> **INSTRUCTIONS TO FOLLOW**
For each line of the listing that holds "Вильгельма", show the full line.

(INPUT FOR THIS TASK Opens)

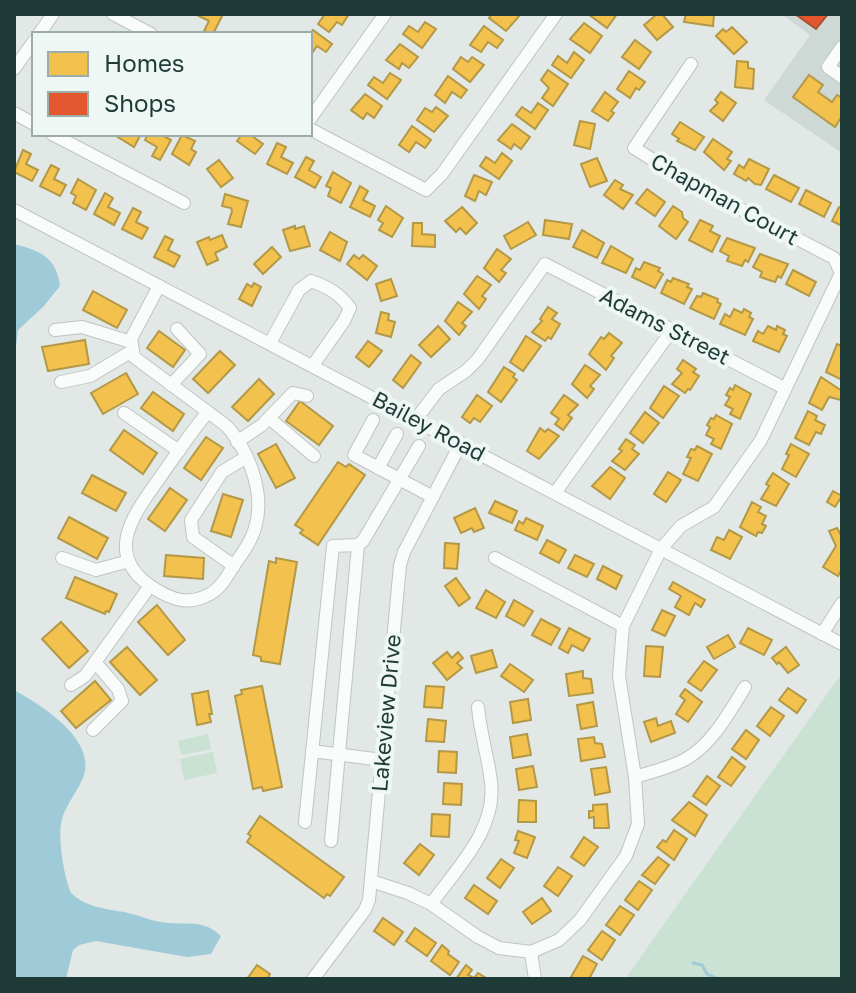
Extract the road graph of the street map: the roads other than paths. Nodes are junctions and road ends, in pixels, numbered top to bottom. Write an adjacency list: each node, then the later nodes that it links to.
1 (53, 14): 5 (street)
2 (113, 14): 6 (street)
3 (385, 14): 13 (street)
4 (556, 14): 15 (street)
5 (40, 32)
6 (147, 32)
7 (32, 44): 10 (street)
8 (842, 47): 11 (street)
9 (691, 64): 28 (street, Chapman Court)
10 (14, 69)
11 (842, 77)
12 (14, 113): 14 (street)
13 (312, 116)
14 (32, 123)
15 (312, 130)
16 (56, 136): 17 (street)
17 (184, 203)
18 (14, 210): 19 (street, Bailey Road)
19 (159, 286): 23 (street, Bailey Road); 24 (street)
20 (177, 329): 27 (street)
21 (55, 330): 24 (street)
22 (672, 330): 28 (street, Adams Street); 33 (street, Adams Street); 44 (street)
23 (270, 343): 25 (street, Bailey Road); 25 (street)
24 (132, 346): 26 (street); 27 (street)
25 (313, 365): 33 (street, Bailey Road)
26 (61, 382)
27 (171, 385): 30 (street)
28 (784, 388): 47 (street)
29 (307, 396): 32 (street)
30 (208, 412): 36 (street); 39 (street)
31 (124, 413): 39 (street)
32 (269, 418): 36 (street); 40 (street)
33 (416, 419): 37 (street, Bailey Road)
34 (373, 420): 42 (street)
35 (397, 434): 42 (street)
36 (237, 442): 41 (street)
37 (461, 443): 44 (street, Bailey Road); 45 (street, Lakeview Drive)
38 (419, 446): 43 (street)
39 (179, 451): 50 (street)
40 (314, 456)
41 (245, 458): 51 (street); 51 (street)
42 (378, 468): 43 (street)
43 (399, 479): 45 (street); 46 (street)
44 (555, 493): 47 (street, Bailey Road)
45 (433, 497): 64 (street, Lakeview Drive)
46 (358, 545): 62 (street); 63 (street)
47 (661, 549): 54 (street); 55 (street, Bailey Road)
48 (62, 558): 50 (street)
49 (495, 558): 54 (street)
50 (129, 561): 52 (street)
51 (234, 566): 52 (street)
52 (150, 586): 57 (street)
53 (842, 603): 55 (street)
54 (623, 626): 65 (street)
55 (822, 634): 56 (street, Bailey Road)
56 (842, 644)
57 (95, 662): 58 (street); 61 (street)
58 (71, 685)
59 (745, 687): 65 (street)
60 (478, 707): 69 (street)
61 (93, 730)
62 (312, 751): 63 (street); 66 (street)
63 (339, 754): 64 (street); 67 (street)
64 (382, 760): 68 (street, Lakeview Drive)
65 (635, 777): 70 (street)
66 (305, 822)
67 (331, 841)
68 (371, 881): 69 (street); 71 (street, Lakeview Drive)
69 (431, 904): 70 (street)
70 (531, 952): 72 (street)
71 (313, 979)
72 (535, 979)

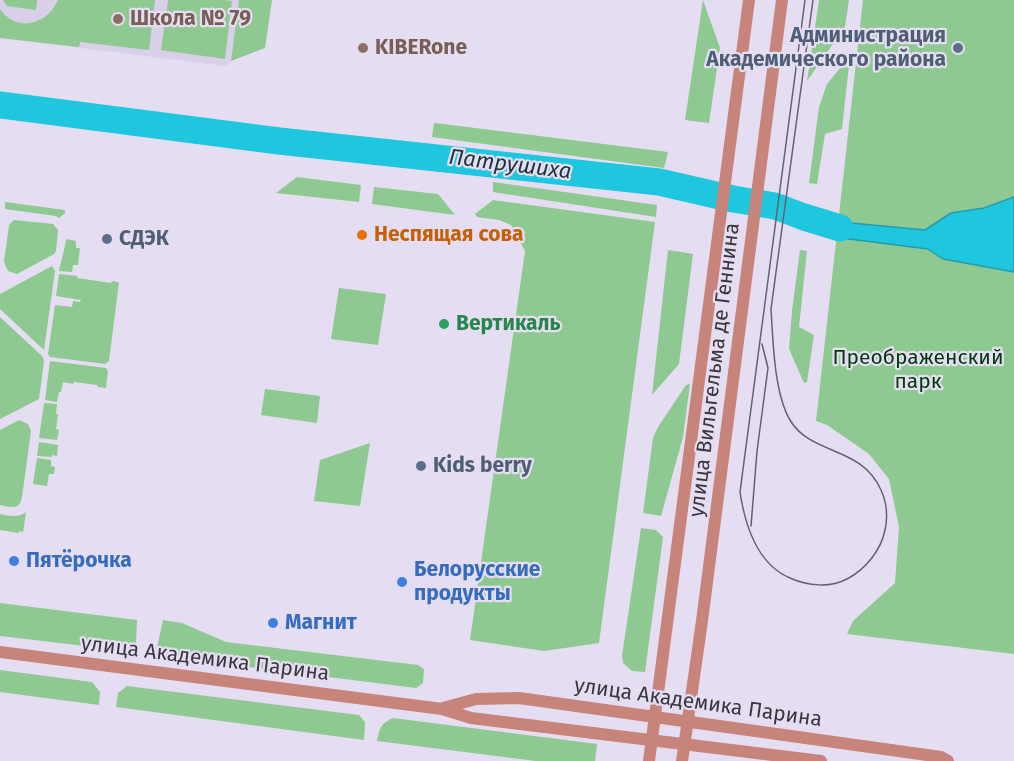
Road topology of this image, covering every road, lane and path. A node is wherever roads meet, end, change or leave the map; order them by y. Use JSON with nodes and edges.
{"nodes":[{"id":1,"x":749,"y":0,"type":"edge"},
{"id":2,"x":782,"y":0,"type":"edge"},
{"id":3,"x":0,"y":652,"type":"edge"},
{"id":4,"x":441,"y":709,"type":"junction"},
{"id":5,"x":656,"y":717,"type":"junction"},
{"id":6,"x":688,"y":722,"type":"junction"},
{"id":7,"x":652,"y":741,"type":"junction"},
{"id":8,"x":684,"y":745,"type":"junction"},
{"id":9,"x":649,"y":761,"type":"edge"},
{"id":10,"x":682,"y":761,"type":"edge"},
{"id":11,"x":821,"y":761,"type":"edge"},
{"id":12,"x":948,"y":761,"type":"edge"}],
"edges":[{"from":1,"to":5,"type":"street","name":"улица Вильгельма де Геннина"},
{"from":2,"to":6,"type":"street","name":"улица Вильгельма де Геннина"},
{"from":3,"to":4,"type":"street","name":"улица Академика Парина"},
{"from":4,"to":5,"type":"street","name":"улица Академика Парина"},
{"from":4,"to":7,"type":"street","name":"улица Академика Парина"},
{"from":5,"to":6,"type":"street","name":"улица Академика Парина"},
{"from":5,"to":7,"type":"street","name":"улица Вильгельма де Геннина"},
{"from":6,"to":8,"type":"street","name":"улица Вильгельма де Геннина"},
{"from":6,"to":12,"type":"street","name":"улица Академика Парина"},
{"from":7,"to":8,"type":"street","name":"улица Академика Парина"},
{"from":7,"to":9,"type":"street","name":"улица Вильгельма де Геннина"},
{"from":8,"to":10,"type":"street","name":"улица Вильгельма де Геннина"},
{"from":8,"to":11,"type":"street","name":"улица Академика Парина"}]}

(INPUT FOR THIS TASK Closes)

> **TASK ANSWER**
"edges":[{"from":1,"to":5,"type":"street","name":"улица Вильгельма де Геннина"},
{"from":2,"to":6,"type":"street","name":"улица Вильгельма де Геннина"},
{"from":5,"to":7,"type":"street","name":"улица Вильгельма де Геннина"},
{"from":6,"to":8,"type":"street","name":"улица Вильгельма де Геннина"},
{"from":7,"to":9,"type":"street","name":"улица Вильгельма де Геннина"},
{"from":8,"to":10,"type":"street","name":"улица Вильгельма де Геннина"},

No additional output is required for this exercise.